38.   The applicant claims that his driver examiner during the road test misconstrued what really happened during the test, and that he was prohibited from recording the test through audio or video. He says there was no dangerous action and that when he was turning left into the left lane the oncoming vehicle turned right into the right lane, and there was no defensive action taken. He also says he drove his car at 30 kilometers per hour through the school zone. The applicant submitted evidence to show he maintains his vehicle in a safe condition, however I find this is unhelpful in determining his driving skills during the road test. ICBC denies these allegations and says the road test results in evidence support their position.

39.   While the applicant may disagree with the road test results, they are the best evidence of what occurred during the test. I find they are reasonable, and the applicant has not suggested any compelling reason they would be inaccurate. I find the applicant has not established the road test results are inaccurate.

40.   The applicant claims $1,000 in compensation but he gave no explanation of how he calculated this amount. On balance, I find the applicant has not established that ICBC arbitrarily failed him on his knowledge tests or road test or otherwise made arbitrary decisions, and therefore I find the applicant is not entitled to compensation from ICBC.

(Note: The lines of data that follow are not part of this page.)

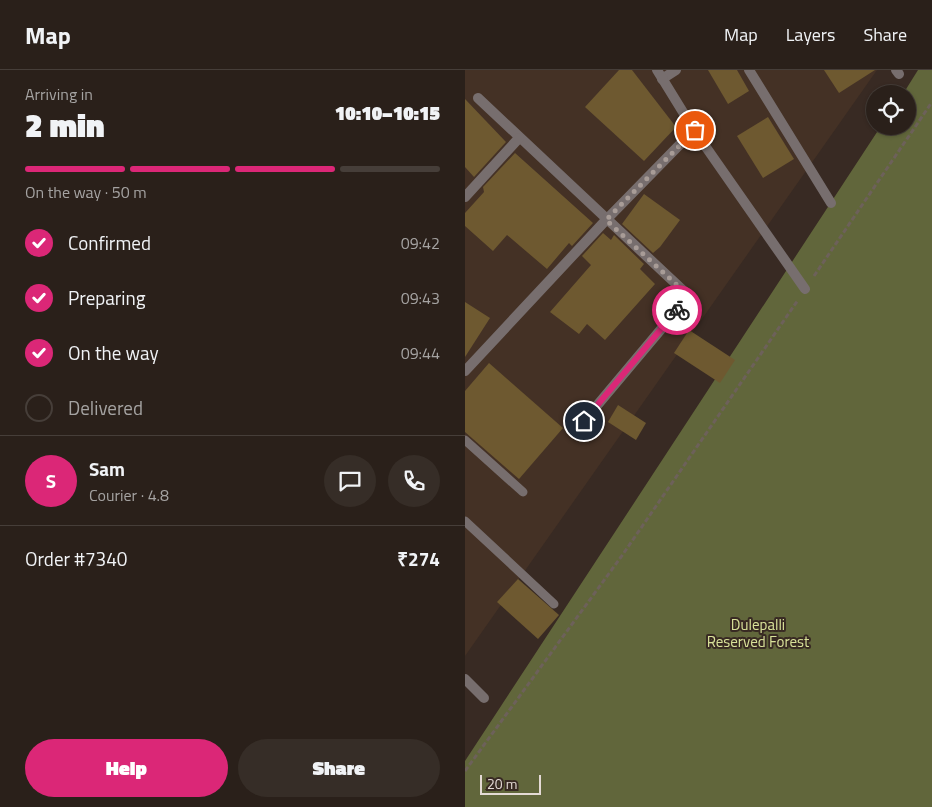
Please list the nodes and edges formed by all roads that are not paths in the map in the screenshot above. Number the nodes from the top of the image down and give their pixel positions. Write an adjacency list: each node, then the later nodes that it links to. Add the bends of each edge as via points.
1 (676, 70): 3 (street)
2 (749, 70): 8 (street)
3 (660, 74): 5 (street)
4 (478, 98): 6 (street)
5 (695, 130): 9 (street); 10 (street)
6 (519, 138): 7 (street); 9 (street)
7 (465, 197)
8 (831, 203)
9 (606, 220): 11 (street); 12 (street, via 689,296)
10 (805, 289)
11 (465, 371)
12 (584, 421)
13 (465, 440): 14 (lane)
14 (523, 492)
15 (465, 520): 16 (lane)
16 (554, 604)
17 (465, 679): 18 (street)
18 (484, 698)

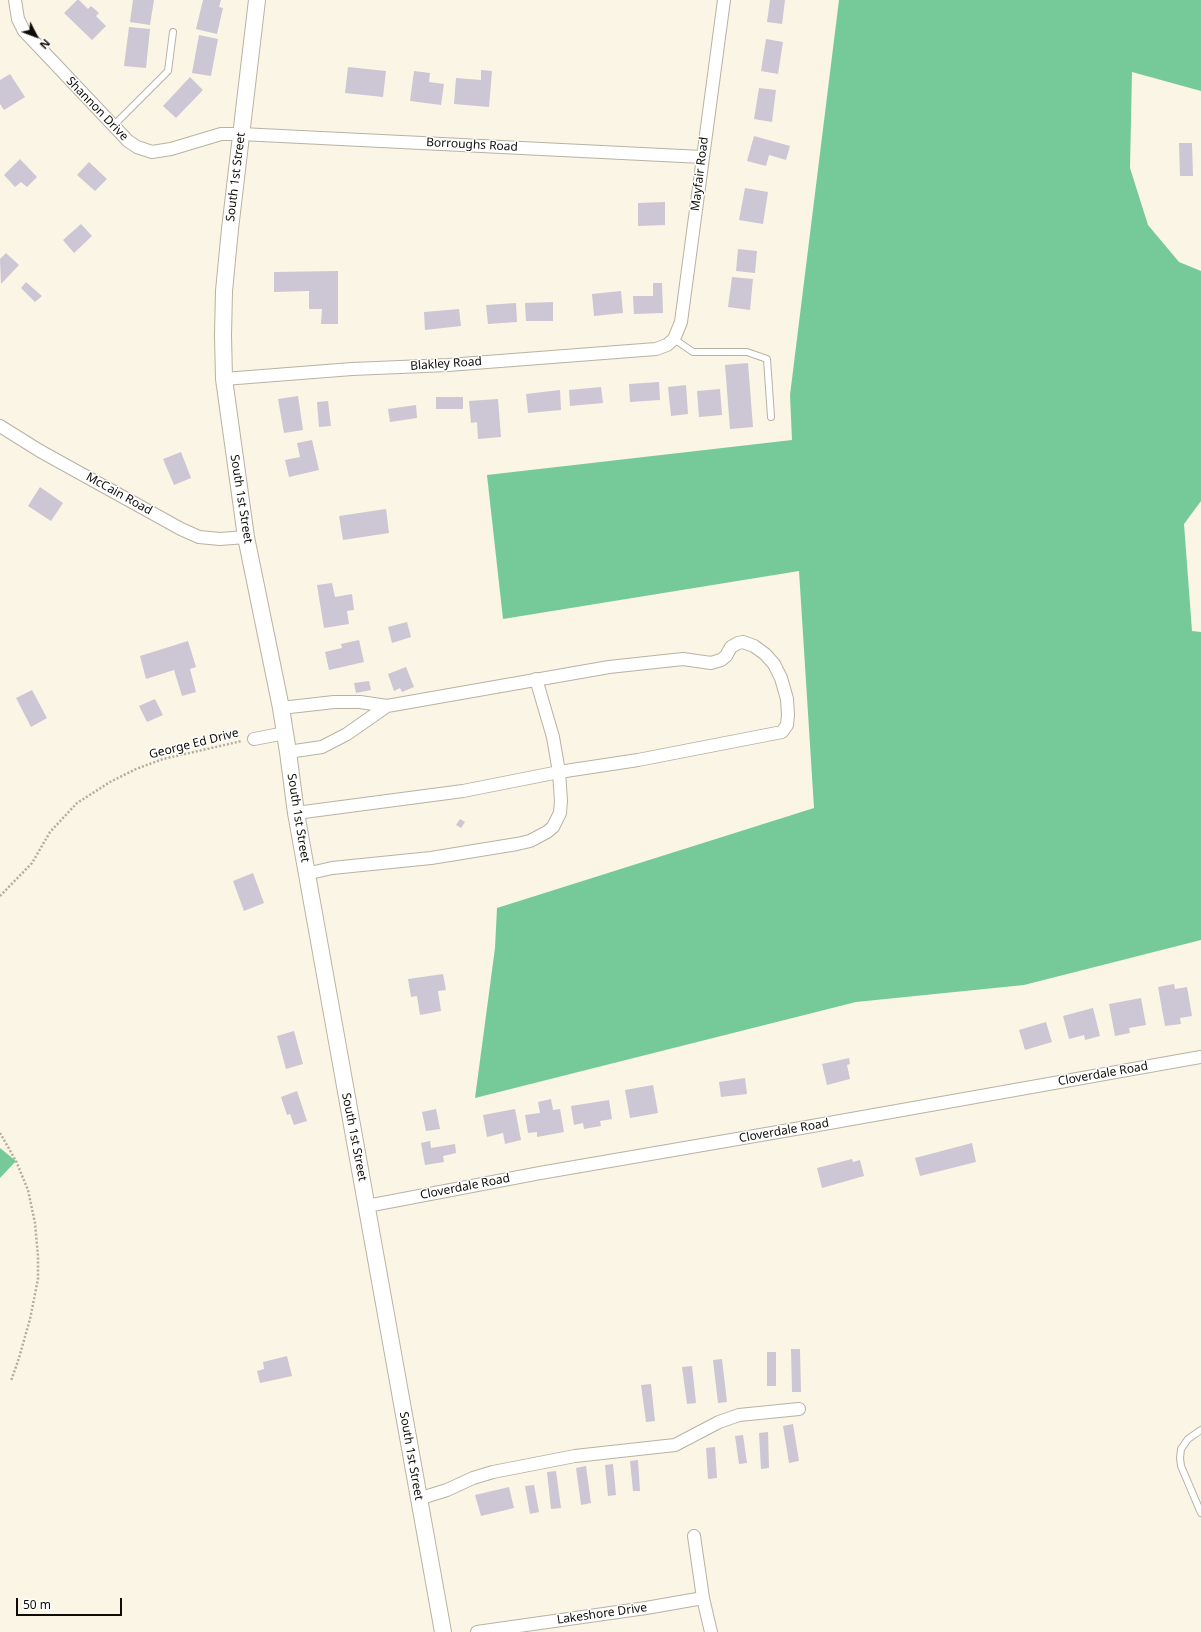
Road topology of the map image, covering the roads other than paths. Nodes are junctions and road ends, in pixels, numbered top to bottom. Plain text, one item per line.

41.   Given my findings above, I find it is unnecessary for me to address the applicant’s request for an order that ICBC stop making arbitrary decisions on its road and knowledge tests. However, I note that in any event the requested remedy amounts to a request for injunctive relief, and the tribunal does not have the jurisdiction to grant injunctive relief. I dismiss this claim.

42.   Under section 49 of the Act, and tribunal rules, since the applicant was unsuccessful he is not entitled to reimbursement of his dispute-related expenses. The tribunal granted the applicant a fee waiver, so he did not pay any tribunal fees. He claims $300 in legal fees however the tribunal generally does not order the reimbursement of legal fees except in extraordinary circumstances, and I find there is nothing extraordinary about this case. I dismiss this claim.

ORDERS

43.   In accordance with section 11 (1) (ii) of the Act, I refuse to resolve the applicant’s claims to the extent they relate to the January 16, 2018 knowledge test.

44.   I dismiss the remainder of the applicant’s claims.